Des agrumes touchés par la maladie du "greening", en avril 2018 à Petit-Bourg (Guadeloupe).
Des agrumes touchés par la maladie du "greening", en avril 2018 à Petit-Bourg (Guadeloupe). © HELENE VALENZUELA / AFP

Hausse inattendue de la demande, production très faible et peu de stocks: un cocktail efficace pour faire augmenter les prix. Comme n'importe quelle matière première, la tension entre l'offre et la demande influe sur le cours du jus d'orange. Au port de Rotterdam, l'une des principales entrées des marchandises en Europe, la tonne vaut 2000 dollars aujourd'hui, contre 1800 dollars un an plus tôt. Ce qui ne devrait pas tarder à se voir dans les magasins, puisque la matière première représente entre 60 et 80% du prix final de la bouteille.

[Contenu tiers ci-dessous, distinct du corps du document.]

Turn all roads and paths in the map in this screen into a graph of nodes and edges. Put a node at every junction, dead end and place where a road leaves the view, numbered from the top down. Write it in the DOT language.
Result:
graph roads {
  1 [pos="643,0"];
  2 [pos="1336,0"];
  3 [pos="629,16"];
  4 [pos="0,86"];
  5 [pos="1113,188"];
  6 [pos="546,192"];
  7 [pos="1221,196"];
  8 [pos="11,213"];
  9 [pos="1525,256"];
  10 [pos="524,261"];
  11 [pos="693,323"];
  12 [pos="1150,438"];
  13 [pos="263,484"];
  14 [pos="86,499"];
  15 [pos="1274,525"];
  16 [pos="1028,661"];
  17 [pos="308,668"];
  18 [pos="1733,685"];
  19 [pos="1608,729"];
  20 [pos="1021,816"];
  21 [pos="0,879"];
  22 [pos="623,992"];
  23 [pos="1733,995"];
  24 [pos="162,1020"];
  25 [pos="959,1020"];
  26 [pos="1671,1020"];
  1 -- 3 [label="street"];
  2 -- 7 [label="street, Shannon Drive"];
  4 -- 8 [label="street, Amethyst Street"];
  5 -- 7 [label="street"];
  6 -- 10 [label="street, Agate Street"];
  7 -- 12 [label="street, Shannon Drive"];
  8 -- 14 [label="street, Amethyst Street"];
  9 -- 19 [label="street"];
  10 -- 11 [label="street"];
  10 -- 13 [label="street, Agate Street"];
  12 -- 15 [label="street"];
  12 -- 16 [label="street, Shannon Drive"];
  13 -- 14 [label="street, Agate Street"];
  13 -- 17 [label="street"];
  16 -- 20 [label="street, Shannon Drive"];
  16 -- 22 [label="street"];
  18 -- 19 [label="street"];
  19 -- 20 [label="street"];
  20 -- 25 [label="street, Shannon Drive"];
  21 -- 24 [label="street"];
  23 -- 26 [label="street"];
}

"Le cours du jus d'orange a une relation très directe avec les supermarchés", note Éric Imbert, qui anticipe une hausse des prix des bouteilles de jus. "Lorsque le prix [de la matière première] augmente, ce que l'on observe souvent, c'est que la part de l'orange diminue dans les jus 'multifruits', et que celle de la pomme ou de raisin augmente", une manière pour l'industrie agro-alimentaire de "compenser cette augmentation", donne-t-il à titre d'exemple.

Pas de remède connu

Cette hausse des prix devrait durer encore quelque temps. La crise sanitaire devrait continuer de stimuler la consommation et, surtout, la maladie du greening est toujours là. Les agriculteurs luttent contre les insectes qui la propagent, mais il n'existe aucun remède contre la maladie elle-même. En attendant, ils sont contraints de replanter régulièrement de nouveaux arbres. "La recherche est très engagée pour développer une variété résistante, mais le processus est long. On n'est pas encore au bout du chemin", souligne Eric Imbert.

Les producteurs de jus d'orange, c'est-à-dire les entreprises qui achètent les oranges, les pressent et les revendent à l'industrie agro-alimentaire, fournissent deux types de produits.

Le jus d'orange concentré constitue l'essentiel de l'offre: pour réduire les frais logistiques, on retire l'eau par évaporation avant de le transporter. On obtient une sorte de purée six fois plus concentrée, et donc six fois moins volumineuse, dans laquelle on réinjecte l'eau à l'arrivée. C'est celui-là qui est coté à la Bourse de New York.

Plus haut de gamme et plus cher, le jus NFC (Not from concentrate), est pressé et transporté tel quel. Il est appelé "pur jus" sur les étiquettes des bouteilles, et c'est celui que l'on retrouve le plus souvent en France.